- _TASK REQUIREMENTS_
Please restate, word for word, each line from the one containing "Build a routing" through the end of the entries below.

== DATA TO EXAMINE ==

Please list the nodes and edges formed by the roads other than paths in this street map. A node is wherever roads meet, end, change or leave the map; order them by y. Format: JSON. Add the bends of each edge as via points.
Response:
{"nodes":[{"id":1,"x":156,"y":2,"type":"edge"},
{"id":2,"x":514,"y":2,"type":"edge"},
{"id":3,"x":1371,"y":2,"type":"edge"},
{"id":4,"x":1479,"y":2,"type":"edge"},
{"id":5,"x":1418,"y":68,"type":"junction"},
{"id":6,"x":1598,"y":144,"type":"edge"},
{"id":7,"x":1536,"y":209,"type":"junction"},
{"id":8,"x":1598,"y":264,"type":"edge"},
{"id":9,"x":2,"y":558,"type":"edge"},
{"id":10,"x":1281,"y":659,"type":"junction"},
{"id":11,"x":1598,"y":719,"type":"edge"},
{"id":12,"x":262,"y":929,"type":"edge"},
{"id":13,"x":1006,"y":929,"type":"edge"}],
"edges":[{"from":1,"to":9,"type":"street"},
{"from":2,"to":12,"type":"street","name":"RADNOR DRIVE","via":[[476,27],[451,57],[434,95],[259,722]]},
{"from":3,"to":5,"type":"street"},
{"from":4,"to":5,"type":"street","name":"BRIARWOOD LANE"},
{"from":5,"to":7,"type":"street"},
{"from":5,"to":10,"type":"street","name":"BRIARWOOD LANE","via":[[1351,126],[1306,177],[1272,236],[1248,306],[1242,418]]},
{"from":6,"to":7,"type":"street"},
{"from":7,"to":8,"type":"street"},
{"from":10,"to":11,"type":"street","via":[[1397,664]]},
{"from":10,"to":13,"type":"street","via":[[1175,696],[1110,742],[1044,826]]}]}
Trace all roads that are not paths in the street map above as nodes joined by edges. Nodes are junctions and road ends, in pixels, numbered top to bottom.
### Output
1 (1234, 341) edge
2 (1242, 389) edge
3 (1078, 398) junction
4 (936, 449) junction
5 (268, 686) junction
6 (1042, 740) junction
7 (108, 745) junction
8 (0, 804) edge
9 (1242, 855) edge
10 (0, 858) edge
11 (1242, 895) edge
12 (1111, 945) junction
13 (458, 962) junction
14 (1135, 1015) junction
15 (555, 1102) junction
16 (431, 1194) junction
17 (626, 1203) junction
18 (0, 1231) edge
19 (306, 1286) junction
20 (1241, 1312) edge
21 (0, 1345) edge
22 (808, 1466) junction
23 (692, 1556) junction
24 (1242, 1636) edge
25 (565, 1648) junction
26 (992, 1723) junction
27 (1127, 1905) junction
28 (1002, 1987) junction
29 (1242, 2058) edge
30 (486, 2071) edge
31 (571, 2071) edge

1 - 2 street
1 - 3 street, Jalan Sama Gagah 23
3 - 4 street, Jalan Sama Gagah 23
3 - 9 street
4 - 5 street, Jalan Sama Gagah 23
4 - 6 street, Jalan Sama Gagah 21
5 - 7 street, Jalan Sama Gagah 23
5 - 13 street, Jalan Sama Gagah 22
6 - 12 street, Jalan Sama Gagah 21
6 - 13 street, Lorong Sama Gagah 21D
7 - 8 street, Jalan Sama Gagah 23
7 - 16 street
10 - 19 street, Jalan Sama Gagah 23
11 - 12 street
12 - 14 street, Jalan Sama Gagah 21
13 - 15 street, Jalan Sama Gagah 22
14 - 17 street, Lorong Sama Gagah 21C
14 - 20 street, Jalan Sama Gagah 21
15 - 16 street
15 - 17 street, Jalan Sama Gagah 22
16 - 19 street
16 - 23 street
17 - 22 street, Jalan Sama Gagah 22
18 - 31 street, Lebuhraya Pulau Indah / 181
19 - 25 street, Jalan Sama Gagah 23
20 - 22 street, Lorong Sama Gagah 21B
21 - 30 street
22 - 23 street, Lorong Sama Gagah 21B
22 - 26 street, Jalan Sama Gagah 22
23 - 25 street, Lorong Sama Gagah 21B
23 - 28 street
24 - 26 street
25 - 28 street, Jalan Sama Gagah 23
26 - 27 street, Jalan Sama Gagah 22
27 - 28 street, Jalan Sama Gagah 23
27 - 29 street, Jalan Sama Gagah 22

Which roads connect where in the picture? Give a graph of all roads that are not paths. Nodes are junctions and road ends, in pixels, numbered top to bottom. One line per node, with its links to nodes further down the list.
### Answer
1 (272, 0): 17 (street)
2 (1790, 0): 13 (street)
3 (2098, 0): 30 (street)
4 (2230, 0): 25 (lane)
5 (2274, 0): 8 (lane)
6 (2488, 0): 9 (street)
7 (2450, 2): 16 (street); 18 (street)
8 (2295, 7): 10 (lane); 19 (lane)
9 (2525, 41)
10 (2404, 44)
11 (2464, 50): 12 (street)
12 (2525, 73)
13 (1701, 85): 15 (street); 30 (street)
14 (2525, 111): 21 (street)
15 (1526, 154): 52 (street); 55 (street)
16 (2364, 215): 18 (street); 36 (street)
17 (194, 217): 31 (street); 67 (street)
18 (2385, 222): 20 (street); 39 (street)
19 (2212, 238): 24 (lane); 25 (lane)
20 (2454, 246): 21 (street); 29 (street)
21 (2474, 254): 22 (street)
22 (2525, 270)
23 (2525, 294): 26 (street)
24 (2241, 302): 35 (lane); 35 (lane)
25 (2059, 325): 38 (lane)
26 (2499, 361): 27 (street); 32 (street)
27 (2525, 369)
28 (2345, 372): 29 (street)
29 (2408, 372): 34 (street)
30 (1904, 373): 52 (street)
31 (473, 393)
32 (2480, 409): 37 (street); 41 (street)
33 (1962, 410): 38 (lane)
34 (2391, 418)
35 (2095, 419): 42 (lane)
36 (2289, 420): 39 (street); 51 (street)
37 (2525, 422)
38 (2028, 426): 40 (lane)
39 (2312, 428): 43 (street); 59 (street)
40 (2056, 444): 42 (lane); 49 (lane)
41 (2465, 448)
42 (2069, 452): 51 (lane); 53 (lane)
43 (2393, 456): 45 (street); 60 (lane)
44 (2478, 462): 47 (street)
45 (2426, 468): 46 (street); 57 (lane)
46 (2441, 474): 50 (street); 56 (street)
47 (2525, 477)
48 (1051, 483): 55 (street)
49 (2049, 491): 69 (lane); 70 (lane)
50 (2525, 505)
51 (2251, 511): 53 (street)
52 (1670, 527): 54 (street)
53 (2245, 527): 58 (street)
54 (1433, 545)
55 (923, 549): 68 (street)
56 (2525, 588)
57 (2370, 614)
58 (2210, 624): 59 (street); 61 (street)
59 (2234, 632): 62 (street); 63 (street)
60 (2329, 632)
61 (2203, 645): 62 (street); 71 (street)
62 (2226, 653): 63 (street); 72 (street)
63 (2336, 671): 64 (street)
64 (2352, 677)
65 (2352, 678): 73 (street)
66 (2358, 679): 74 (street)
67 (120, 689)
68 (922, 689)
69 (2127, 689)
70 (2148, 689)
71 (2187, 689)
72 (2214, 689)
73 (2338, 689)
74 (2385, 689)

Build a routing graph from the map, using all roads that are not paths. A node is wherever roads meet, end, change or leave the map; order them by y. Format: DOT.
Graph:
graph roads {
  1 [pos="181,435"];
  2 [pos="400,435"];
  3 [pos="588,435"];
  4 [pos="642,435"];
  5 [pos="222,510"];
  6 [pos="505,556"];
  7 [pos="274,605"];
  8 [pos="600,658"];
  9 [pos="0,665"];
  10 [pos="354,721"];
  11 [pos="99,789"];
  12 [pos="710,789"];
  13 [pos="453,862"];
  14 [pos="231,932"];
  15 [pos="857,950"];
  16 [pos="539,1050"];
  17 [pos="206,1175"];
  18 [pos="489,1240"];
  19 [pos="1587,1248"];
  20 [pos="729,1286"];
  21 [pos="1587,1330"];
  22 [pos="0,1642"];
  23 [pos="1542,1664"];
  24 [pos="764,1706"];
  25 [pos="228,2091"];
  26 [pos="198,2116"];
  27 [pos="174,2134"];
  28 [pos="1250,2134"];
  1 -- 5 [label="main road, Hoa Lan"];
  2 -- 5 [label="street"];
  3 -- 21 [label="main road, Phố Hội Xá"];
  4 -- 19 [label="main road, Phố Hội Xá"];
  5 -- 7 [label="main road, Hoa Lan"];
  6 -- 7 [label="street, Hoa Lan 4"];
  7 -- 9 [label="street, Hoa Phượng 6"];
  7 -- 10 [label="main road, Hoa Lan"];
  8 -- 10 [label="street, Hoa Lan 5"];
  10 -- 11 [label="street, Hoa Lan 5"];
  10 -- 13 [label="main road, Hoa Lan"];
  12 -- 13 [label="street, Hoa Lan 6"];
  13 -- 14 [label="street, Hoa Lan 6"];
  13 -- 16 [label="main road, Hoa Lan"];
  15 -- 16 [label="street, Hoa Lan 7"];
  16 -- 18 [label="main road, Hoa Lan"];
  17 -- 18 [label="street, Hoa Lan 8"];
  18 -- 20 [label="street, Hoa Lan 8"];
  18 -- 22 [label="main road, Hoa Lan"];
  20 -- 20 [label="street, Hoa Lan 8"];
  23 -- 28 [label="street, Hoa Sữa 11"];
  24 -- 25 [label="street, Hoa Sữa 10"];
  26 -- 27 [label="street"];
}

===

- _THE COMPLETED TASK_
Build a routing graph from the map, using all roads that are not paths. A node is wherever roads meet, end, change or leave the map; order them by y. Format: DOT.
Graph:
graph roads {
  1 [pos="181,435"];
  2 [pos="400,435"];
  3 [pos="588,435"];
  4 [pos="642,435"];
  5 [pos="222,510"];
  6 [pos="505,556"];
  7 [pos="274,605"];
  8 [pos="600,658"];
  9 [pos="0,665"];
  10 [pos="354,721"];
  11 [pos="99,789"];
  12 [pos="710,789"];
  13 [pos="453,862"];
  14 [pos="231,932"];
  15 [pos="857,950"];
  16 [pos="539,1050"];
  17 [pos="206,1175"];
  18 [pos="489,1240"];
  19 [pos="1587,1248"];
  20 [pos="729,1286"];
  21 [pos="1587,1330"];
  22 [pos="0,1642"];
  23 [pos="1542,1664"];
  24 [pos="764,1706"];
  25 [pos="228,2091"];
  26 [pos="198,2116"];
  27 [pos="174,2134"];
  28 [pos="1250,2134"];
  1 -- 5 [label="main road, Hoa Lan"];
  2 -- 5 [label="street"];
  3 -- 21 [label="main road, Phố Hội Xá"];
  4 -- 19 [label="main road, Phố Hội Xá"];
  5 -- 7 [label="main road, Hoa Lan"];
  6 -- 7 [label="street, Hoa Lan 4"];
  7 -- 9 [label="street, Hoa Phượng 6"];
  7 -- 10 [label="main road, Hoa Lan"];
  8 -- 10 [label="street, Hoa Lan 5"];
  10 -- 11 [label="street, Hoa Lan 5"];
  10 -- 13 [label="main road, Hoa Lan"];
  12 -- 13 [label="street, Hoa Lan 6"];
  13 -- 14 [label="street, Hoa Lan 6"];
  13 -- 16 [label="main road, Hoa Lan"];
  15 -- 16 [label="street, Hoa Lan 7"];
  16 -- 18 [label="main road, Hoa Lan"];
  17 -- 18 [label="street, Hoa Lan 8"];
  18 -- 20 [label="street, Hoa Lan 8"];
  18 -- 22 [label="main road, Hoa Lan"];
  20 -- 20 [label="street, Hoa Lan 8"];
  23 -- 28 [label="street, Hoa Sữa 11"];
  24 -- 25 [label="street, Hoa Sữa 10"];
  26 -- 27 [label="street"];
}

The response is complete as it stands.